Braunschweig. Christian Flüthmann ist seit Sommer Cheftrainer von Eintracht Braunschweig. Und doch ist er immer noch ein unbeschriebenes Blatt. Gemeinsam mit dem 37-Jährigen wagte regionalSport.de eine Reise in dessen Vergangenheit. Lesen Sie im ersten Teil unserer Serie, wie er die ersten Schritte an der Seitenlinie wagte, was König Zufall damit zu tun hatte und warum Lars Ricken ihn schon früh unbedingt nach Dortmund holen wollte.
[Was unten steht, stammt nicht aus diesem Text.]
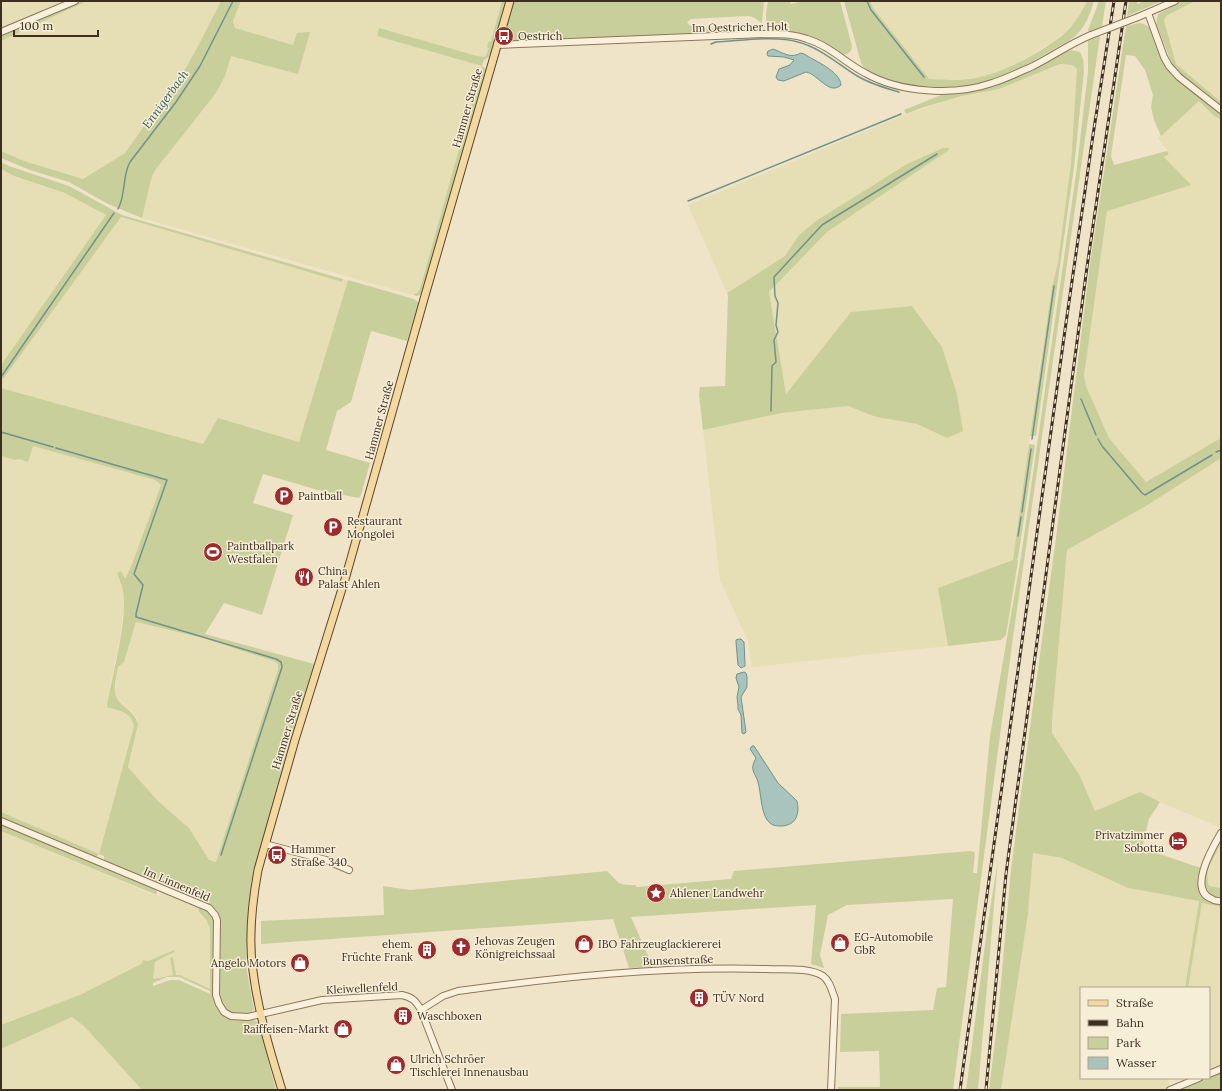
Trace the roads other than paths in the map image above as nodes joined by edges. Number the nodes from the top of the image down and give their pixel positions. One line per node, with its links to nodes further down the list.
1 (74, 1): 5 (street)
2 (510, 1): 6 (main road, Hammer Straße)
3 (1174, 1): 4 (street, Im Oestricher Holt)
4 (1148, 13): 6 (street, Im Oestricher Holt, bridge); 7 (street)
5 (1, 32)
6 (497, 45): 10 (main road, Hammer Straße)
7 (1221, 110)
8 (1, 821): 14 (street, Im Linnenfeld)
9 (1221, 833): 12 (street)
10 (265, 844): 11 (street); 14 (main road, Hammer Straße)
11 (349, 870)
12 (1221, 901)
13 (421, 1010): 14 (street, Kleiwellenfeld); 19 (street, Kleiwellenfeld); 20 (street, Bunsenstraße)
14 (261, 1014): 18 (main road, Hammer Straße)
15 (1221, 1069): 16 (street)
16 (1210, 1074)
17 (1197, 1079): 21 (street)
18 (282, 1090)
19 (452, 1090)
20 (831, 1090)
21 (1170, 1090)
Wenn das Telefon dreimal klingelt
Am vergangenen Samstag kam es an der Carrow Road im ostenglischen Norwich zum Aufeinandertreffen von Daniel Farke und Frank Lampard. Eintracht-Trainer Christian Flüthmann hat zu beiden Trainern eine persönliche Verbindung. Farke war 18 Monate lang sein Chef, bevor Flüthmann im vergangenen November nach Braunschweig wechselte. Mit dem zweiten, noch mehr nach der großen Fußballbühne klingenden Namen, macht er derzeit seinen Fußball-Lehrer auf der Insel.
Bereut der 37-Jährige seinen Schritt zurück nach Deutschland da nicht in stillen Momenten? „Diese Frage wird mir oft gestellt“, lächelt Christian Flüthmann und betont: „Es gibt keine Sekunde, wo ich irgendwas bereue. Ganz im Gegenteil! Für mich persönlich hat es einen höheren Stellenwert, Cheftrainer bei so einem Verein wie Eintracht Braunschweig in der 3.Liga zu sein, als in der Premier League als Co-Trainer zu arbeiten. Außerdem bin ich jemand, der immer zu seinen Entscheidungen steht.“
Man soll ihn jetzt nicht falsch verstehen, England war genau der richtige Schritt. „Den würde ich niemals rückgängig machen wollen“, betont der, den bis vor wenigen Monaten selbst Kenner der Fußballszene noch nicht auf dem Zettel hatten. Dabei ist Christian Flüthmann ein hervorragendes Beispiel dafür, dass man auch heutzutage mit guter Arbeit und Prinzipientreue sehr wohl noch etwas erreichen kann. Immerhin sorgt der Cheftrainer-Novize mit seinem torhungrigen Löwenrudel derzeit für Furore in der 3. Liga.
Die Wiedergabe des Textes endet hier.